→ **About this exercise**: Output the data below in full, byte for byte. Nothing may differ.

→ **Data listing**:

↓

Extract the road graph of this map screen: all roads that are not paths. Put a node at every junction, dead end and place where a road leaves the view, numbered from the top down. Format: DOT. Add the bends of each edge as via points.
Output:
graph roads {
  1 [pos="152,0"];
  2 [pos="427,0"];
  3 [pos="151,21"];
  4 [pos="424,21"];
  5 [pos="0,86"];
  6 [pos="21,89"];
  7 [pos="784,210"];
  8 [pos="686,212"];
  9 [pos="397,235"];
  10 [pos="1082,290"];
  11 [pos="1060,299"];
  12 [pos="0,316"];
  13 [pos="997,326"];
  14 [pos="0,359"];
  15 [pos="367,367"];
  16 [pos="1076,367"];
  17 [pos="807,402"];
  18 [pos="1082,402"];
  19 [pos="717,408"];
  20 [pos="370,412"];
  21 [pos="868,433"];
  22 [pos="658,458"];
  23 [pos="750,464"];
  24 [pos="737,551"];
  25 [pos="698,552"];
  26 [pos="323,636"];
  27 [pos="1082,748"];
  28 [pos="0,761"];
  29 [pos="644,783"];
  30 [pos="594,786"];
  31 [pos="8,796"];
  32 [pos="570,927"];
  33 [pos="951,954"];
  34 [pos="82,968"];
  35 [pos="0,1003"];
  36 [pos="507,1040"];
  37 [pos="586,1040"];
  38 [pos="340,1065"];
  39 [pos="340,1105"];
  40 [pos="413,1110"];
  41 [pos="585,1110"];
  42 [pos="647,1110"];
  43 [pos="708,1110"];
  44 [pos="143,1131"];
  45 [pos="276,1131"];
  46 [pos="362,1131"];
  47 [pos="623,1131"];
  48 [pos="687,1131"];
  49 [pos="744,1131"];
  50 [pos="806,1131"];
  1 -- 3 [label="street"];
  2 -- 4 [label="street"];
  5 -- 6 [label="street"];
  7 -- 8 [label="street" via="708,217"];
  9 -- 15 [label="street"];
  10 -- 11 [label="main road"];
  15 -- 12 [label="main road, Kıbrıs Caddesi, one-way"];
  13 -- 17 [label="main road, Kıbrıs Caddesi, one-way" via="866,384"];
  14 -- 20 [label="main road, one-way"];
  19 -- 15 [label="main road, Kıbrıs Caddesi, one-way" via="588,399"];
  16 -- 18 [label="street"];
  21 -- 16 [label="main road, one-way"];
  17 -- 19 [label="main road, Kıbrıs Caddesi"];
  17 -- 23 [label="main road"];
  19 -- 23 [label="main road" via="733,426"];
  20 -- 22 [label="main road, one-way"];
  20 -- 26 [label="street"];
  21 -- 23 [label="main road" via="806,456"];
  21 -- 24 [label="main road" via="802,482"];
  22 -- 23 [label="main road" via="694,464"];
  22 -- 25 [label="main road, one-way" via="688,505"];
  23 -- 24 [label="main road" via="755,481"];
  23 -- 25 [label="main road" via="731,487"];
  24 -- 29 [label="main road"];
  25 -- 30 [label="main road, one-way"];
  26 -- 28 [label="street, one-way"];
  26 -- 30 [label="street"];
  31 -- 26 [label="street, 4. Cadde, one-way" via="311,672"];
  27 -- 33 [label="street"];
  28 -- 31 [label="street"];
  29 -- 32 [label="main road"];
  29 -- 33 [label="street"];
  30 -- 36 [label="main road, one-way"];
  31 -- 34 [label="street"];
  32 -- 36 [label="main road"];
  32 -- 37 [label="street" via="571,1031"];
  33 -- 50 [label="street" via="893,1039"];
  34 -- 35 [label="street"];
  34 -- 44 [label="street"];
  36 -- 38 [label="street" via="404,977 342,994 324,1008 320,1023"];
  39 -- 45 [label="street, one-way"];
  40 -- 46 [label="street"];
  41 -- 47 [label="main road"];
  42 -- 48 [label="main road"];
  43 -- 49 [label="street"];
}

↑

→ **Answer below**:
Extract the road graph of this map screen: all roads that are not paths. Put a node at every junction, dead end and place where a road leaves the view, numbered from the top down. Format: DOT. Add the bends of each edge as via points.
Output:
graph roads {
  1 [pos="152,0"];
  2 [pos="427,0"];
  3 [pos="151,21"];
  4 [pos="424,21"];
  5 [pos="0,86"];
  6 [pos="21,89"];
  7 [pos="784,210"];
  8 [pos="686,212"];
  9 [pos="397,235"];
  10 [pos="1082,290"];
  11 [pos="1060,299"];
  12 [pos="0,316"];
  13 [pos="997,326"];
  14 [pos="0,359"];
  15 [pos="367,367"];
  16 [pos="1076,367"];
  17 [pos="807,402"];
  18 [pos="1082,402"];
  19 [pos="717,408"];
  20 [pos="370,412"];
  21 [pos="868,433"];
  22 [pos="658,458"];
  23 [pos="750,464"];
  24 [pos="737,551"];
  25 [pos="698,552"];
  26 [pos="323,636"];
  27 [pos="1082,748"];
  28 [pos="0,761"];
  29 [pos="644,783"];
  30 [pos="594,786"];
  31 [pos="8,796"];
  32 [pos="570,927"];
  33 [pos="951,954"];
  34 [pos="82,968"];
  35 [pos="0,1003"];
  36 [pos="507,1040"];
  37 [pos="586,1040"];
  38 [pos="340,1065"];
  39 [pos="340,1105"];
  40 [pos="413,1110"];
  41 [pos="585,1110"];
  42 [pos="647,1110"];
  43 [pos="708,1110"];
  44 [pos="143,1131"];
  45 [pos="276,1131"];
  46 [pos="362,1131"];
  47 [pos="623,1131"];
  48 [pos="687,1131"];
  49 [pos="744,1131"];
  50 [pos="806,1131"];
  1 -- 3 [label="street"];
  2 -- 4 [label="street"];
  5 -- 6 [label="street"];
  7 -- 8 [label="street" via="708,217"];
  9 -- 15 [label="street"];
  10 -- 11 [label="main road"];
  15 -- 12 [label="main road, Kıbrıs Caddesi, one-way"];
  13 -- 17 [label="main road, Kıbrıs Caddesi, one-way" via="866,384"];
  14 -- 20 [label="main road, one-way"];
  19 -- 15 [label="main road, Kıbrıs Caddesi, one-way" via="588,399"];
  16 -- 18 [label="street"];
  21 -- 16 [label="main road, one-way"];
  17 -- 19 [label="main road, Kıbrıs Caddesi"];
  17 -- 23 [label="main road"];
  19 -- 23 [label="main road" via="733,426"];
  20 -- 22 [label="main road, one-way"];
  20 -- 26 [label="street"];
  21 -- 23 [label="main road" via="806,456"];
  21 -- 24 [label="main road" via="802,482"];
  22 -- 23 [label="main road" via="694,464"];
  22 -- 25 [label="main road, one-way" via="688,505"];
  23 -- 24 [label="main road" via="755,481"];
  23 -- 25 [label="main road" via="731,487"];
  24 -- 29 [label="main road"];
  25 -- 30 [label="main road, one-way"];
  26 -- 28 [label="street, one-way"];
  26 -- 30 [label="street"];
  31 -- 26 [label="street, 4. Cadde, one-way" via="311,672"];
  27 -- 33 [label="street"];
  28 -- 31 [label="street"];
  29 -- 32 [label="main road"];
  29 -- 33 [label="street"];
  30 -- 36 [label="main road, one-way"];
  31 -- 34 [label="street"];
  32 -- 36 [label="main road"];
  32 -- 37 [label="street" via="571,1031"];
  33 -- 50 [label="street" via="893,1039"];
  34 -- 35 [label="street"];
  34 -- 44 [label="street"];
  36 -- 38 [label="street" via="404,977 342,994 324,1008 320,1023"];
  39 -- 45 [label="street, one-way"];
  40 -- 46 [label="street"];
  41 -- 47 [label="main road"];
  42 -- 48 [label="main road"];
  43 -- 49 [label="street"];
}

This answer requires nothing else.